Material for this exercise:
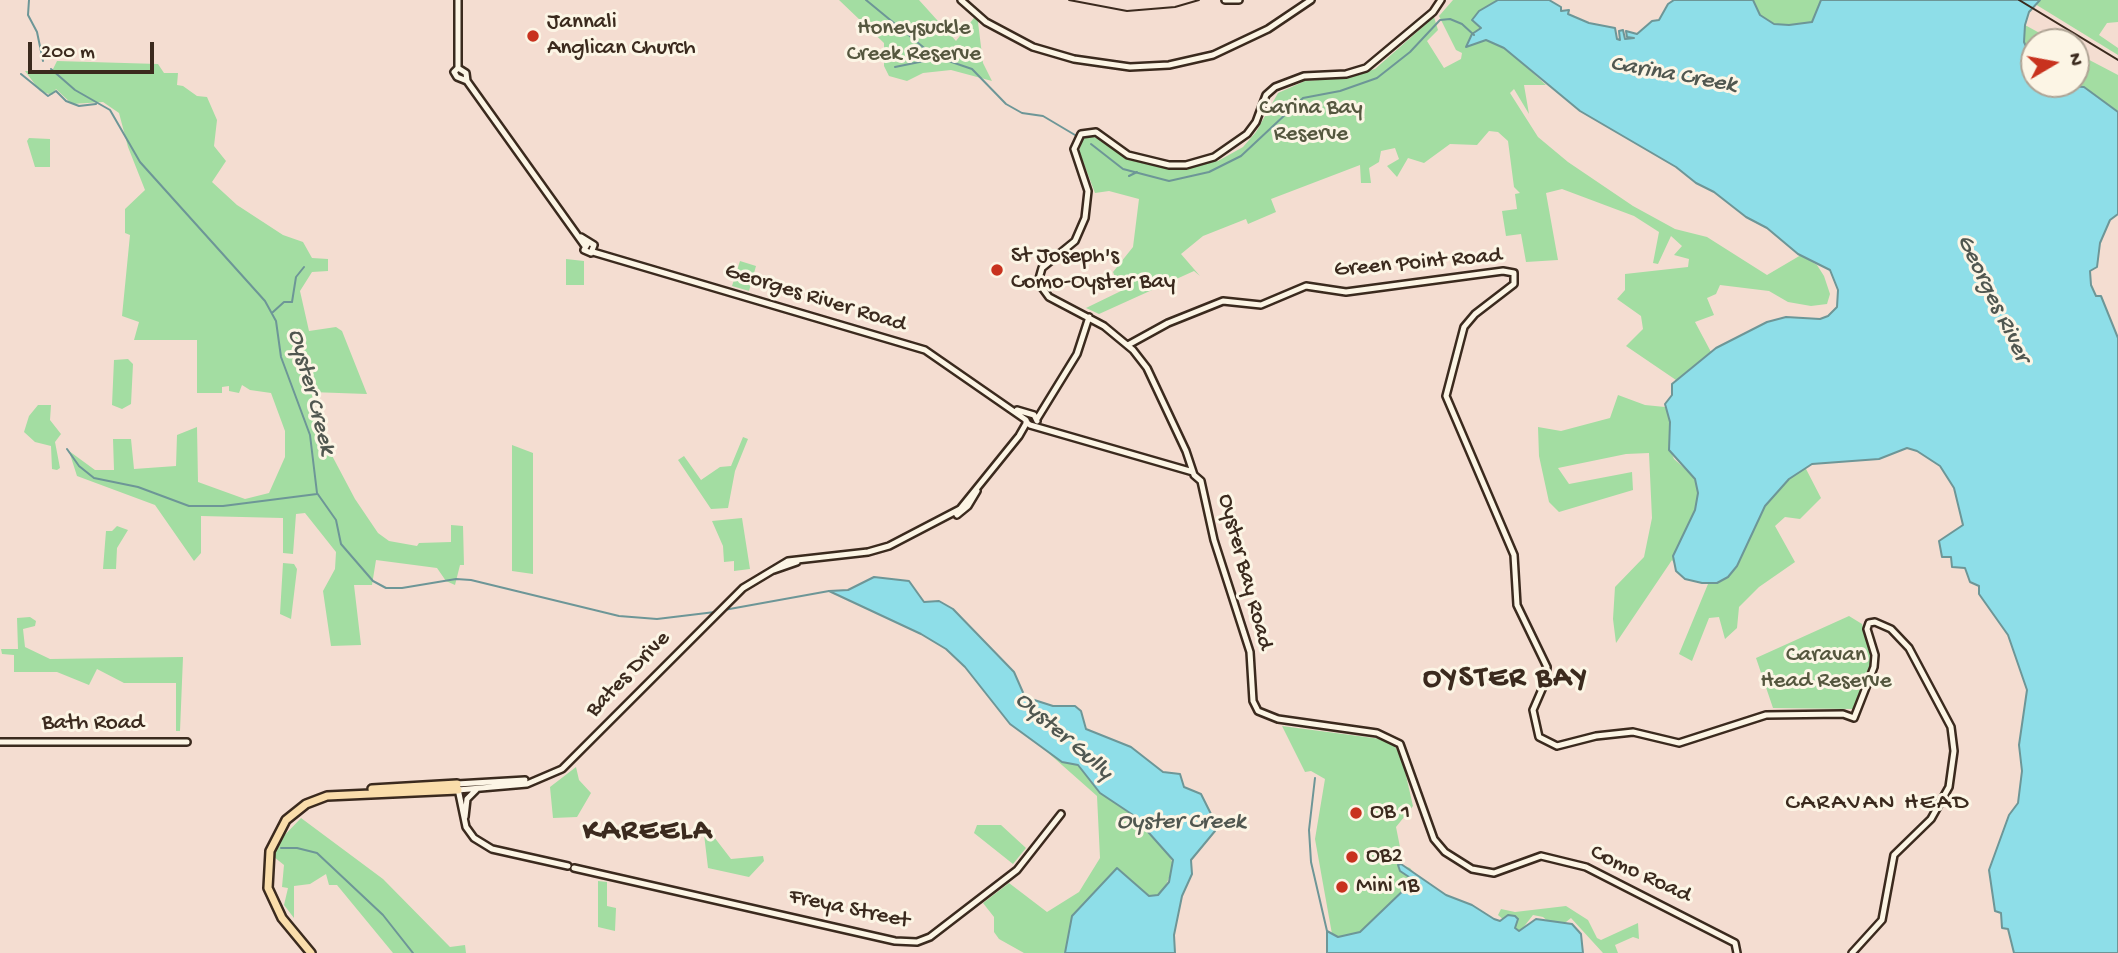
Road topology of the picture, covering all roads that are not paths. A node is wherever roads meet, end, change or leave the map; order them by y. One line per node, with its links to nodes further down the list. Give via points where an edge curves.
--
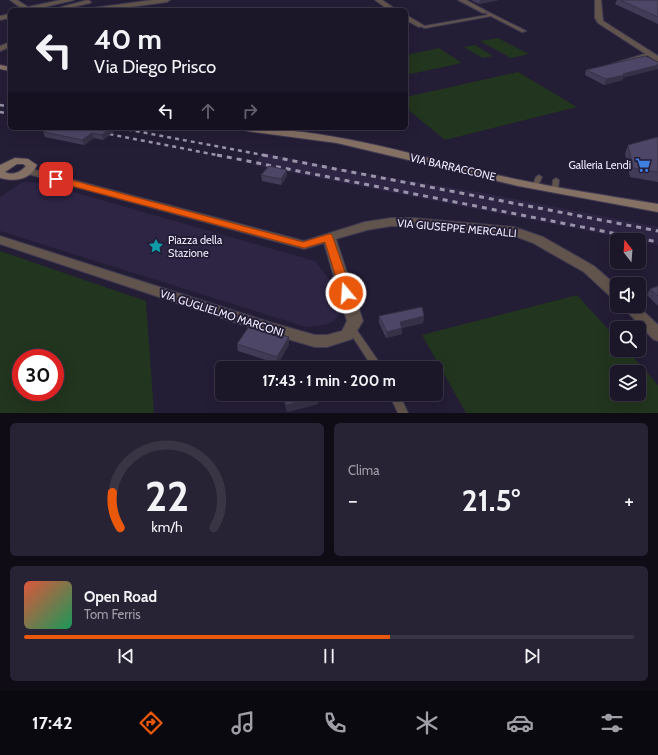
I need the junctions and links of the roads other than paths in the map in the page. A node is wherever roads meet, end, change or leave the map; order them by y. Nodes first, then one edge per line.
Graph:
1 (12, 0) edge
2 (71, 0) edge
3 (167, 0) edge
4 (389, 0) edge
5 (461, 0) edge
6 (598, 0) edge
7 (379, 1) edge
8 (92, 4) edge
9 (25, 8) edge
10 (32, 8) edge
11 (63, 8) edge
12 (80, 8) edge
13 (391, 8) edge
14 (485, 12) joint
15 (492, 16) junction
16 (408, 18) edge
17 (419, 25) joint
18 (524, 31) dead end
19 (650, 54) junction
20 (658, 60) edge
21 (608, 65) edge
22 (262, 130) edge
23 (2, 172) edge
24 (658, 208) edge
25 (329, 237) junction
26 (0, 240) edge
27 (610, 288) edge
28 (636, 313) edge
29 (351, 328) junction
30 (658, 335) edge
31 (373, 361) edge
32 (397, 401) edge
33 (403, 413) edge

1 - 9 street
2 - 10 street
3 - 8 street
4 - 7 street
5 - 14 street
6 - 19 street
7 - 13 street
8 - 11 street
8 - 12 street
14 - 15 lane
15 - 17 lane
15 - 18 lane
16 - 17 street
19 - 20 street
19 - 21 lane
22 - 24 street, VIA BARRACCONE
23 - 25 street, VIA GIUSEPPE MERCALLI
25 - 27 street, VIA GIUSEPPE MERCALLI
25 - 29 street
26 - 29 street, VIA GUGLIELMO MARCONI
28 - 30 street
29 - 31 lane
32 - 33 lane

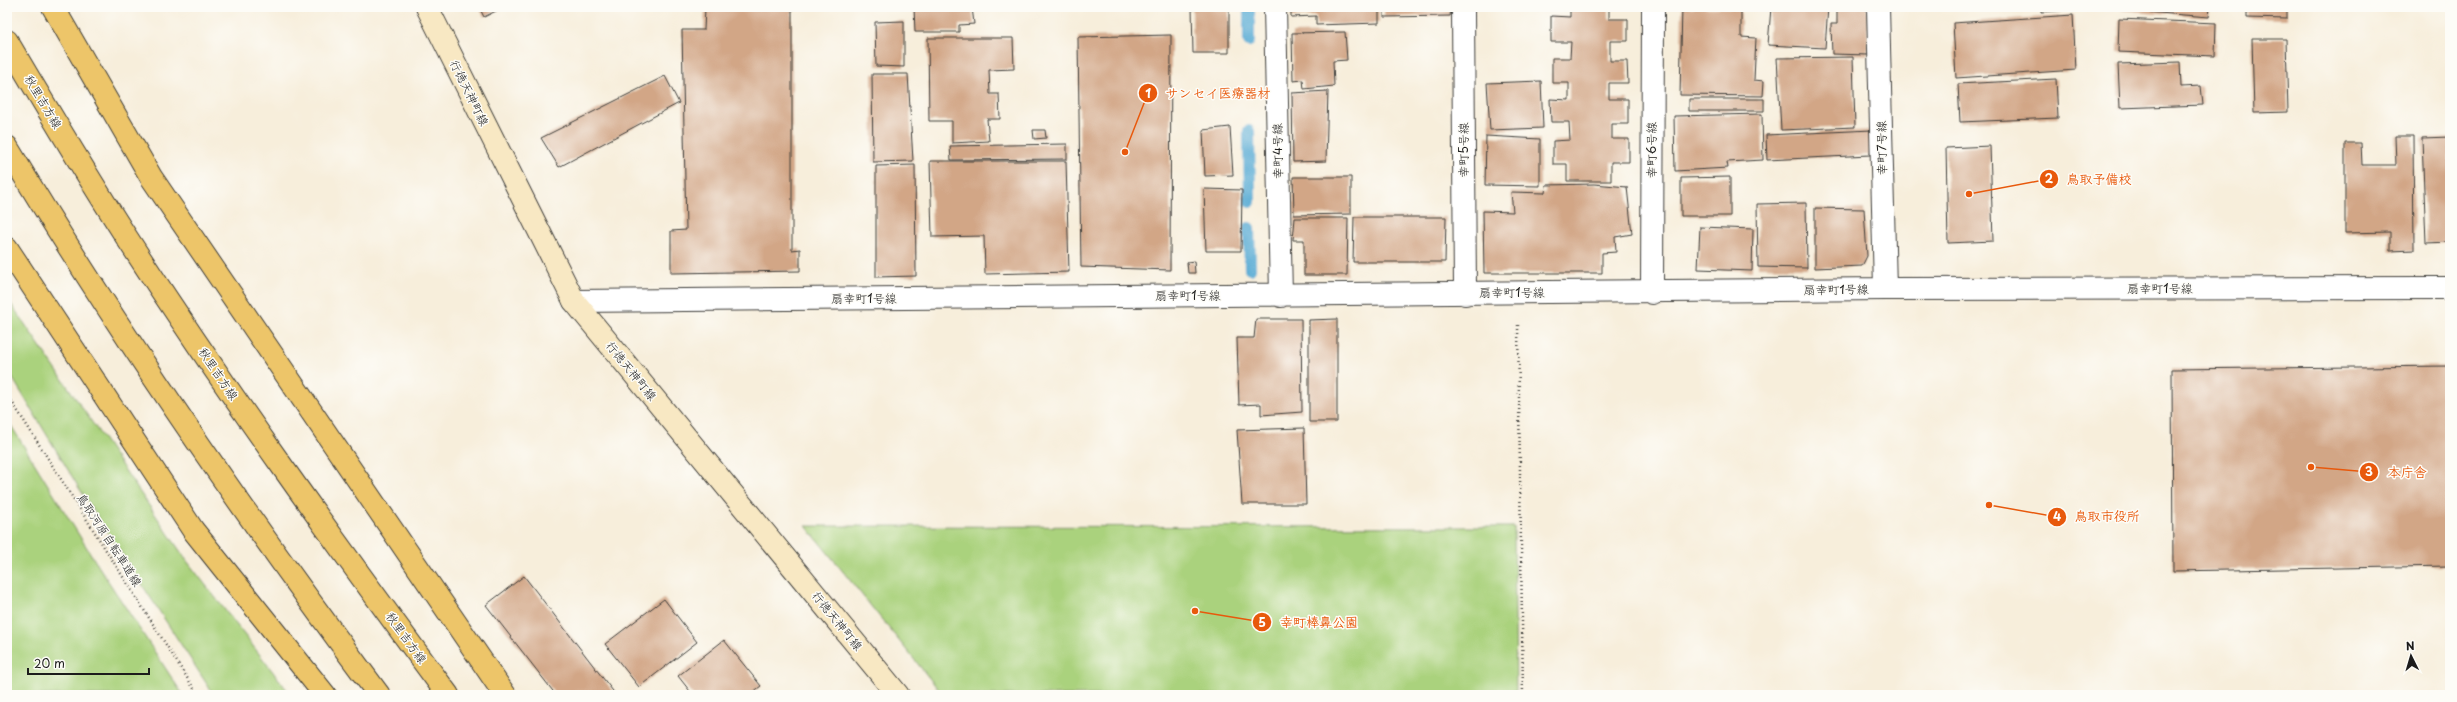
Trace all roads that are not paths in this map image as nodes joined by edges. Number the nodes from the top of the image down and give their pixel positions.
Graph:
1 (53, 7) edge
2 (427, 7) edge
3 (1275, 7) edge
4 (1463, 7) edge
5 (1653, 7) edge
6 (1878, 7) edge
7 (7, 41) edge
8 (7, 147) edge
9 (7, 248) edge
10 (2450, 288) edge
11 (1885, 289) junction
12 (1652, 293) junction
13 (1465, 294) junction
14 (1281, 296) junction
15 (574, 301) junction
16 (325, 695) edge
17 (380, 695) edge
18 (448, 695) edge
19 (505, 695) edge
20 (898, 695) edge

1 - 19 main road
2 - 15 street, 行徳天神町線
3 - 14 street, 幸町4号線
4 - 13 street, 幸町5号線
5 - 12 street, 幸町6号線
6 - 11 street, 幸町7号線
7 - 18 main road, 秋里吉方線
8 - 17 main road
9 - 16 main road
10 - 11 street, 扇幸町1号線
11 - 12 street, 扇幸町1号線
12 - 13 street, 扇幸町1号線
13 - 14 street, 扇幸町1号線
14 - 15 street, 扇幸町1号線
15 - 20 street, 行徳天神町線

Exercise: Show each line of the material above where "order" occurs.

Answer for this exercise:
Road topology of the picture, covering all roads that are not paths. A node is wherever roads meet, end, change or leave the map; order them by y. One line per node, with its links to nodes further down the list. Give via points where an edge curves.
I need the junctions and links of the roads other than paths in the map in the page. A node is wherever roads meet, end, change or leave the map; order them by y. Nodes first, then one edge per line.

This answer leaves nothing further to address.